Hikâyenin buraya kadar olan kısmı, başarı basamaklarını teker teker çıkan yıldız bir oyuncunun özgeçmişini anımsatıyor değil mi? Aslında öyle. Fakat De Bruyne için insanları buna ikna etmek bu kadar kolay olmadı.

Öyle ki transferi devre arasında gerçekleşen oyuncunun sezon sonuna kadar eski kulübüne kiralanmasına karar verildi. Bir sonraki yılı iple çeken Belçikalı genç adamın önüne başka bir engel daha çıkacaktı. De Bruyne, hayallerini süsleyen ligde forma giymek için bir sezon daha beklemek zorunda kalacaktı, çünkü Chelsea teknik ekibi oyuncusunu Werder Bremen’e kiralamak konusunda karar kılmıştı.



Tek sezonluk Bundesliga serüveninde akıllara kazınan bir performansa imza atan De Bruyne için Avrupa’nın zirvesine çıkma zamanı gelmişti. Chelsea’nin menajerlik koltuğuna o sezon başı oturan Jose Mourinho’nun, Kevin De Bruyne konusunda bir karar vermesi gerekliydi. Portekizli menajerin, yaşadığı kararsızlık İngiliz basınında sıkça yer buluyordu. Mou, Mavilerin formasını yalnızca 9 resmi maçta giyen Belçikalı orta saha için sezonun ortasında kararını vermişti. Henüz 22 yaşındaki De Bruyne için kulübe yapılan teklifler değerlendirilecekti. Böylece Premier Lig rüyası başlamadan biten De Bruyne, Bundesliga’nın Wolfsburg takımına transfer oldu.

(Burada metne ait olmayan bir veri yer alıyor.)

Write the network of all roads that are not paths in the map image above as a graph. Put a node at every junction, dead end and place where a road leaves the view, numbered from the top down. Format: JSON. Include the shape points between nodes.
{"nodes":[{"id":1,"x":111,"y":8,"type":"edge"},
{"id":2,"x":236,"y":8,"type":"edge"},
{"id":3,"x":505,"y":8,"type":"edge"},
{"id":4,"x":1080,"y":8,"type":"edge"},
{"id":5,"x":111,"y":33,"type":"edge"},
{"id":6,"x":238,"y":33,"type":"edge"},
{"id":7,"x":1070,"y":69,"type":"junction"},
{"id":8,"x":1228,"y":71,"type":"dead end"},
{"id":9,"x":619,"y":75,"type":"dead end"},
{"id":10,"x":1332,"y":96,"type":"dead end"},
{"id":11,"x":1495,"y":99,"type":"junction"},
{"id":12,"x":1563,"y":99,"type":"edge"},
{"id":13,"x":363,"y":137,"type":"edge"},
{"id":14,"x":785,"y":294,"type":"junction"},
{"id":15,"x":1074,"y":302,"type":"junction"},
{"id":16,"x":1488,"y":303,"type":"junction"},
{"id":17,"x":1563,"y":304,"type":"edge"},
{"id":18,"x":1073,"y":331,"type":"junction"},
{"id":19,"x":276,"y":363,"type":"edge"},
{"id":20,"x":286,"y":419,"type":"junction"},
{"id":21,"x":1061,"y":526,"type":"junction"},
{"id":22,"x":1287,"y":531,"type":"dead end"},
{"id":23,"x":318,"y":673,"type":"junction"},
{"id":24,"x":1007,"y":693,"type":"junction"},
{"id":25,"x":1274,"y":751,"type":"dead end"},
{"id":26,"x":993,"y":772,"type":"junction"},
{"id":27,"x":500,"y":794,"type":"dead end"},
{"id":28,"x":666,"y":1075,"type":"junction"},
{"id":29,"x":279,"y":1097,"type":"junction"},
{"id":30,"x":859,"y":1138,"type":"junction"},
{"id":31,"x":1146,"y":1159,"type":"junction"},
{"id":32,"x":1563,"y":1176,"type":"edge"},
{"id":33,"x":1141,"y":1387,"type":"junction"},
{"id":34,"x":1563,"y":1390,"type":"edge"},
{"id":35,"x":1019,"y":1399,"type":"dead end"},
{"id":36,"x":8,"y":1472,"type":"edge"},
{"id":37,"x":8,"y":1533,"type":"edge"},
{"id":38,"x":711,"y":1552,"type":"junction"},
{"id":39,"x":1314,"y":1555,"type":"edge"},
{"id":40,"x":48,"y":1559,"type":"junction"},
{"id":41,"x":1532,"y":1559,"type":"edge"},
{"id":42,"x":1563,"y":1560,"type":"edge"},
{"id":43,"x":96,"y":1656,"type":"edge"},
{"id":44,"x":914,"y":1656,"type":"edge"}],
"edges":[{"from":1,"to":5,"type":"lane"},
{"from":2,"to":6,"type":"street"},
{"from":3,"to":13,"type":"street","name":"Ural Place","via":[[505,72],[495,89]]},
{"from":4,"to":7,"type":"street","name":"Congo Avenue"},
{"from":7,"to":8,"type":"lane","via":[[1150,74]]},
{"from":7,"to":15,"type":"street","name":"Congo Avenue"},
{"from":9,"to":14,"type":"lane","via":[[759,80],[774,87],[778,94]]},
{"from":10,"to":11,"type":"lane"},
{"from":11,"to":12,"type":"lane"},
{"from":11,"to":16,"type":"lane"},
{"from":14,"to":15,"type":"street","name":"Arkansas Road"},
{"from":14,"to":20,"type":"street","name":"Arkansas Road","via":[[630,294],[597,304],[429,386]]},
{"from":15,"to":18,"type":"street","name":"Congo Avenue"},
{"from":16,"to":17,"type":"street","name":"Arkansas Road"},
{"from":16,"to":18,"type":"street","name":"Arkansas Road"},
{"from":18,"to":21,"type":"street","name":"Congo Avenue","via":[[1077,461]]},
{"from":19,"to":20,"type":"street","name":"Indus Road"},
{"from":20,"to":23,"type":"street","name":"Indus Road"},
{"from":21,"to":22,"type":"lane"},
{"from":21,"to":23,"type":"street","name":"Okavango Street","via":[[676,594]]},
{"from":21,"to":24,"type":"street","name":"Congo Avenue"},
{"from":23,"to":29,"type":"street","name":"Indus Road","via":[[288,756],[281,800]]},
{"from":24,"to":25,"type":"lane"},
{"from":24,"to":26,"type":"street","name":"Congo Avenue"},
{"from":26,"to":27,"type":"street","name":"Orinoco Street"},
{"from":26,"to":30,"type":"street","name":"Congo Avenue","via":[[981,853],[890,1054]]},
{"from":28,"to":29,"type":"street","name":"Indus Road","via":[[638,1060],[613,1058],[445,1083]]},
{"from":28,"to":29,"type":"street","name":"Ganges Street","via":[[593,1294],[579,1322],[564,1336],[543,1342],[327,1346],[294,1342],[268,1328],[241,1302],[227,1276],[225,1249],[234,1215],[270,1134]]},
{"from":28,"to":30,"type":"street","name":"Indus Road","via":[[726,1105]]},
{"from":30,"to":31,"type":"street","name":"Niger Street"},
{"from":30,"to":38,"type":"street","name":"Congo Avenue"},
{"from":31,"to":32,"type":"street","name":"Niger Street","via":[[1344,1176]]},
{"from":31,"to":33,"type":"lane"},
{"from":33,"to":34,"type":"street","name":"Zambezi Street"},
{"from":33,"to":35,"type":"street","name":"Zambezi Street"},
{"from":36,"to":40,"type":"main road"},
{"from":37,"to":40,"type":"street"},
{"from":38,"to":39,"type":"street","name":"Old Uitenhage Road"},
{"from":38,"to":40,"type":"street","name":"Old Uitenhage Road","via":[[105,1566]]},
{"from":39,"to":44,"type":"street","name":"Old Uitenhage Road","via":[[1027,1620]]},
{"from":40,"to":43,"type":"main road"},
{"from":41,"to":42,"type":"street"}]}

Yazının girizgâhında söz ettiğim iyimser, hatta pes etmeyen, karakter burada De Bruyne için kilit bir rol oynadı. Belçikalı yıldız, Dieter Hecking yönetimindeki Wolfsburg’a yeni bir başlangıç için gitmişti. Hecking’in vazgeçilmez oyuncularından birisi olan De Bruyne, yarım sezonda 17 Bundesliga maçının 16’sında forma giydi. (Oynayamadığı tek maçta ise sarı kart cezalısıydı.) Buna rağmen ancak sezon sonunda form tutmayı başaran Kevin De Bruyne, Belçika Milli Takımı’yla 2014 Dünya Kupası’na gitti.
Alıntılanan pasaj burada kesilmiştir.